Stored items
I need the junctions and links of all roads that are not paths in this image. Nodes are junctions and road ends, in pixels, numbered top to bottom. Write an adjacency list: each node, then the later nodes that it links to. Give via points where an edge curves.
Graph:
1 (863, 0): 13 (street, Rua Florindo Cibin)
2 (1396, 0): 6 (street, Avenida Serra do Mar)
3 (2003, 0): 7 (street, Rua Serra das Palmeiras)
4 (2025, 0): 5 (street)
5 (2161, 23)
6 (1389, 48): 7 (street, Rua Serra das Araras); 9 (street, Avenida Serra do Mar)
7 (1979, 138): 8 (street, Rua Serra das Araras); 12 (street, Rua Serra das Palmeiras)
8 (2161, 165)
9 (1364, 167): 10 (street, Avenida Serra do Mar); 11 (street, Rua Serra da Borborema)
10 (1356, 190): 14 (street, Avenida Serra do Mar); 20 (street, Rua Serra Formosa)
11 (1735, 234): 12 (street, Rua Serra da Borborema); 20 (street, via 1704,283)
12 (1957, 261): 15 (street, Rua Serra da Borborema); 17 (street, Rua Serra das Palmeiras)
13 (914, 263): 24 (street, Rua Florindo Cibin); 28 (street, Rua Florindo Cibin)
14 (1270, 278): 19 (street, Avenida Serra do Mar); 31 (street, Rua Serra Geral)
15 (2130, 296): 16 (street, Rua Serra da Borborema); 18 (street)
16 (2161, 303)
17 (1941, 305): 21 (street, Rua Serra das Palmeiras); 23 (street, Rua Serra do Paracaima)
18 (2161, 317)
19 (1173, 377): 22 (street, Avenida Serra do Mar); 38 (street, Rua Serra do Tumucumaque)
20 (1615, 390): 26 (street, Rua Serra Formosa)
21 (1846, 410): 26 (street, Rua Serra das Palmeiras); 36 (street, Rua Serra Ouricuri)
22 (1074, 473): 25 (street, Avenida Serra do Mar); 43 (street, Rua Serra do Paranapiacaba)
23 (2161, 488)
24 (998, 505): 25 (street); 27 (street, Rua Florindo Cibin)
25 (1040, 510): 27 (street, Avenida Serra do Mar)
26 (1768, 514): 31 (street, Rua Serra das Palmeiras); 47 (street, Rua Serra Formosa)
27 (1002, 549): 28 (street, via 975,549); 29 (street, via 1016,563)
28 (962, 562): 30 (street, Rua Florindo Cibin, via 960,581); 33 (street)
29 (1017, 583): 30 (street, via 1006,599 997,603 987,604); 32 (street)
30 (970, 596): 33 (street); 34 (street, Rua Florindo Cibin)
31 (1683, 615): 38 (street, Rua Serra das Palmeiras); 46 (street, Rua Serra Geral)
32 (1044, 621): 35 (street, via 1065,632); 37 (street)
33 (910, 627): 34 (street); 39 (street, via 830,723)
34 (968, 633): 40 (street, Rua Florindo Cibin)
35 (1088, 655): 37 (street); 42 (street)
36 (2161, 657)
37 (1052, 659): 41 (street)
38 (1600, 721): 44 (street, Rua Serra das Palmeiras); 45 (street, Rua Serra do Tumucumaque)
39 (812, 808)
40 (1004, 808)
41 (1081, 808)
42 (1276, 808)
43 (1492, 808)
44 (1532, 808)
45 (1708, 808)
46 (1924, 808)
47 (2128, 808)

:: TRY IT ::
Each line above must be printed exactly as it appears.

:: EXERCISE SOLUTION ::
I need the junctions and links of all roads that are not paths in this image. Nodes are junctions and road ends, in pixels, numbered top to bottom. Write an adjacency list: each node, then the later nodes that it links to. Give via points where an edge curves.
Graph:
1 (863, 0): 13 (street, Rua Florindo Cibin)
2 (1396, 0): 6 (street, Avenida Serra do Mar)
3 (2003, 0): 7 (street, Rua Serra das Palmeiras)
4 (2025, 0): 5 (street)
5 (2161, 23)
6 (1389, 48): 7 (street, Rua Serra das Araras); 9 (street, Avenida Serra do Mar)
7 (1979, 138): 8 (street, Rua Serra das Araras); 12 (street, Rua Serra das Palmeiras)
8 (2161, 165)
9 (1364, 167): 10 (street, Avenida Serra do Mar); 11 (street, Rua Serra da Borborema)
10 (1356, 190): 14 (street, Avenida Serra do Mar); 20 (street, Rua Serra Formosa)
11 (1735, 234): 12 (street, Rua Serra da Borborema); 20 (street, via 1704,283)
12 (1957, 261): 15 (street, Rua Serra da Borborema); 17 (street, Rua Serra das Palmeiras)
13 (914, 263): 24 (street, Rua Florindo Cibin); 28 (street, Rua Florindo Cibin)
14 (1270, 278): 19 (street, Avenida Serra do Mar); 31 (street, Rua Serra Geral)
15 (2130, 296): 16 (street, Rua Serra da Borborema); 18 (street)
16 (2161, 303)
17 (1941, 305): 21 (street, Rua Serra das Palmeiras); 23 (street, Rua Serra do Paracaima)
18 (2161, 317)
19 (1173, 377): 22 (street, Avenida Serra do Mar); 38 (street, Rua Serra do Tumucumaque)
20 (1615, 390): 26 (street, Rua Serra Formosa)
21 (1846, 410): 26 (street, Rua Serra das Palmeiras); 36 (street, Rua Serra Ouricuri)
22 (1074, 473): 25 (street, Avenida Serra do Mar); 43 (street, Rua Serra do Paranapiacaba)
23 (2161, 488)
24 (998, 505): 25 (street); 27 (street, Rua Florindo Cibin)
25 (1040, 510): 27 (street, Avenida Serra do Mar)
26 (1768, 514): 31 (street, Rua Serra das Palmeiras); 47 (street, Rua Serra Formosa)
27 (1002, 549): 28 (street, via 975,549); 29 (street, via 1016,563)
28 (962, 562): 30 (street, Rua Florindo Cibin, via 960,581); 33 (street)
29 (1017, 583): 30 (street, via 1006,599 997,603 987,604); 32 (street)
30 (970, 596): 33 (street); 34 (street, Rua Florindo Cibin)
31 (1683, 615): 38 (street, Rua Serra das Palmeiras); 46 (street, Rua Serra Geral)
32 (1044, 621): 35 (street, via 1065,632); 37 (street)
33 (910, 627): 34 (street); 39 (street, via 830,723)
34 (968, 633): 40 (street, Rua Florindo Cibin)
35 (1088, 655): 37 (street); 42 (street)
36 (2161, 657)
37 (1052, 659): 41 (street)
38 (1600, 721): 44 (street, Rua Serra das Palmeiras); 45 (street, Rua Serra do Tumucumaque)
39 (812, 808)
40 (1004, 808)
41 (1081, 808)
42 (1276, 808)
43 (1492, 808)
44 (1532, 808)
45 (1708, 808)
46 (1924, 808)
47 (2128, 808)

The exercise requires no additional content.